Until 2013, every household in England struggling with low income or on benefits was part of the centrally administered Council Tax Benefit (CTB) scheme, and as a result was exempt from council tax.

Subsequently, the government has replaced this system with the Council Tax Support scheme (CTSS), which is administered by councils, and means tested.

What happens is that councils annually decide how much they will provide to help out the working-age less well-off, and exactly who will be included in the scheme, with one of the key determinants of the latter being accrued savings (in other words, there is a savings bar, and if you have more than that sum, you don’t qualify).

So much for the background: what happens in practice?

Unsurprisingly, the more socially-conscious councils are (a) providing sufficient monetary support from their budgets to wave all or a large percentage of the council tax levied, and (b) setting their savings bars fairly high, so that a large proportion receive support.

Elsewhere, however, councils are being far less generous, insisting that much higher percentages of council tax are paid, whatever the consequences.

And amazingly, Labour LBWF turns out to be in the latter camp, as the following table, with neighbouring inner-city Hackney and outer-London Redbridge added for comparison, demonstrates:

 

Year

Minimum council tax payment level (%)

Savings bar (£s)

2013-14

LBWF

8.5

16000

Hackney

15.0

16000

Redbridge 5.0

16000

2014-15

LBWF

15.0 16000

Hackney

15.0

16000

Redbridge 5.0

16000

2015-16

LBWF

16.0

6000

Hackney

15.0

16000

Redbridge

5.0

16000

2016-17

LBWF

24.0

6000

Hackney

15.0

16000

Redbridge

15.0

16000

 

(Source: http://counciltaxsupport.org)

What this means in practice is that the 15,243 people in LBWF who receive CTSS this year are paying on average £250 more than if CTB was still in existence, a sum that markedly contrasts with the equivalents for both inner-London boroughs as a whole, £142, and outer-London boroughs as a whole, £145.
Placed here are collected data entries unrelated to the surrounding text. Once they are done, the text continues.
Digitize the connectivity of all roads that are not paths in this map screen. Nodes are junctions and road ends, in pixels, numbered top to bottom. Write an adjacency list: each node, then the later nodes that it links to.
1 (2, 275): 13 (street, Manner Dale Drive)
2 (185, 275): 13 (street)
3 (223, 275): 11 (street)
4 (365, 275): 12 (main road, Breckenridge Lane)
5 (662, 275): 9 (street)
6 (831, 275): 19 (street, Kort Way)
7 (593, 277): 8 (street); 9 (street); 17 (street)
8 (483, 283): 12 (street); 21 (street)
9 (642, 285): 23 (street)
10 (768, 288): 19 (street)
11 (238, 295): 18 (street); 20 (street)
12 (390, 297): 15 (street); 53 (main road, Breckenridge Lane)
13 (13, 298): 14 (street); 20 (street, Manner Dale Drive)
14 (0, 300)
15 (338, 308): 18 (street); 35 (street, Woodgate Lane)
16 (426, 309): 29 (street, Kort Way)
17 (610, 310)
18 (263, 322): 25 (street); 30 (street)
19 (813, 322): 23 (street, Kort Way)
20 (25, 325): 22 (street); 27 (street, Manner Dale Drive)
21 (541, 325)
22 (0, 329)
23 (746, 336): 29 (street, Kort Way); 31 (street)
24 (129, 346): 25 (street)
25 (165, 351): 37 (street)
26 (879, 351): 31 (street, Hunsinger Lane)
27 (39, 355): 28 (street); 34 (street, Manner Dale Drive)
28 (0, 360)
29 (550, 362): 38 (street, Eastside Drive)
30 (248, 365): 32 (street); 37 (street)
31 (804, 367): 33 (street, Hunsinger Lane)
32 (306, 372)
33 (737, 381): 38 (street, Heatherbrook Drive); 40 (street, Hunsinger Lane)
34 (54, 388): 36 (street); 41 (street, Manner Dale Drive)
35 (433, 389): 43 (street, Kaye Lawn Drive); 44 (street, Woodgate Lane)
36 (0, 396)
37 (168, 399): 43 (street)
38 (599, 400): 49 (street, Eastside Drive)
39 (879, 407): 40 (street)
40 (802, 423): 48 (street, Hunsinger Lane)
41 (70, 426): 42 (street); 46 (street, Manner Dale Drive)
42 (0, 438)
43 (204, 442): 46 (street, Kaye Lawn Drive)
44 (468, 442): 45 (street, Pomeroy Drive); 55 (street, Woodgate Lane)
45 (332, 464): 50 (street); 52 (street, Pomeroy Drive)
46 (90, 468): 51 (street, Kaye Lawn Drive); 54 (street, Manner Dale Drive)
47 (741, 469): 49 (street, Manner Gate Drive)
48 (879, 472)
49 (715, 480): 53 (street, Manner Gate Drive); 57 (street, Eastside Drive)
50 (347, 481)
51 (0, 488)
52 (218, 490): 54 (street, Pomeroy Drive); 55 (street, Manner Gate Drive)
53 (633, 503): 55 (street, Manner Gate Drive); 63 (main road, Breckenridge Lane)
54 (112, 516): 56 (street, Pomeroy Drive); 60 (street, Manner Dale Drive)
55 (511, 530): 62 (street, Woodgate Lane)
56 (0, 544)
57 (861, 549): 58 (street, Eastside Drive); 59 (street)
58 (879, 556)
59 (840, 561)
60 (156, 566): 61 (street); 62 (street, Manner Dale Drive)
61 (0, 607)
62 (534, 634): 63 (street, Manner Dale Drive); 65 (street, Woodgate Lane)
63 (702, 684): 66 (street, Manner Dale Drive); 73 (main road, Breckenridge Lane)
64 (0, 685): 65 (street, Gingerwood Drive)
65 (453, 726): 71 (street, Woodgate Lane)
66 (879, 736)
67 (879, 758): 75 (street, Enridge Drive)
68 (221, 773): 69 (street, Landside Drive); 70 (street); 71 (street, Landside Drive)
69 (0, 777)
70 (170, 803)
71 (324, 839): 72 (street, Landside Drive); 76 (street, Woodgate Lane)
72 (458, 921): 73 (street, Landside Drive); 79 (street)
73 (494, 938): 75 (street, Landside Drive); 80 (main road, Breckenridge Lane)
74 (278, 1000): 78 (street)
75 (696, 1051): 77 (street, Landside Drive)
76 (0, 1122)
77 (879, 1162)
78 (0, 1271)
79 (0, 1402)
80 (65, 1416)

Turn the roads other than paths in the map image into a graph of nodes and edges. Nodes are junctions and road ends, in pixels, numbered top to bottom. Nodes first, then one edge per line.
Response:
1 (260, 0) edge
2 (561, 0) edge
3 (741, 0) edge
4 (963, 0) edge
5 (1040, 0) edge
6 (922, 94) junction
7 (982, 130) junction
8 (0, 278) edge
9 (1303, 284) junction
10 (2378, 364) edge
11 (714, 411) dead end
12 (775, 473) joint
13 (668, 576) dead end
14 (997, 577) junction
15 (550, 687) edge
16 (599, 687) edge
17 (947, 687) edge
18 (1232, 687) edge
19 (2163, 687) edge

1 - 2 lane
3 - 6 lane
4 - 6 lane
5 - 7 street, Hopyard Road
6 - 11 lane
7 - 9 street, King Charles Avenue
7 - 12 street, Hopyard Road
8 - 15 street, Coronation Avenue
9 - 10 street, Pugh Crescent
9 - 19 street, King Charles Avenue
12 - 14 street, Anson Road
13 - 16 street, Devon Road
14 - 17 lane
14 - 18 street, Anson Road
 That is one development. The other is equally perplexing.

Up to 2014, our councillors were eligible to join the Local Government Pension Scheme, but from that date onwards, the rules were changed, leaving them on their own.

Now, however, they are contemplating introducing a wholly new scheme, with an 11.3 per cent contribution from the Town Hall budget.

The details are still being worked out, but the cost estimates for the first three years range from £140,000 to £900,00, and that appears to be net of the substantial legal fees necessary to set the scheme up.

Needless to say, the paper presented to the Audit and Governance Committee on 29 September 2016, where these ideas were first discussed, did its best to justify them by tugging at the heartstrings. The job of being a councillor, it was said, had become more and more complex and broad over the years. Some councillors devoted 20 hours per week to council business, though it was apparently ‘demonstrable’ that ‘the amount of work now undertaken for the Council by a great many Members is equivalent to that of officers [emphasis added]’. It was argued, too, that providing a pension would ‘promote diversity and better representation’, in particular by opening the way for ‘people from lower income backgrounds…to serve their community’.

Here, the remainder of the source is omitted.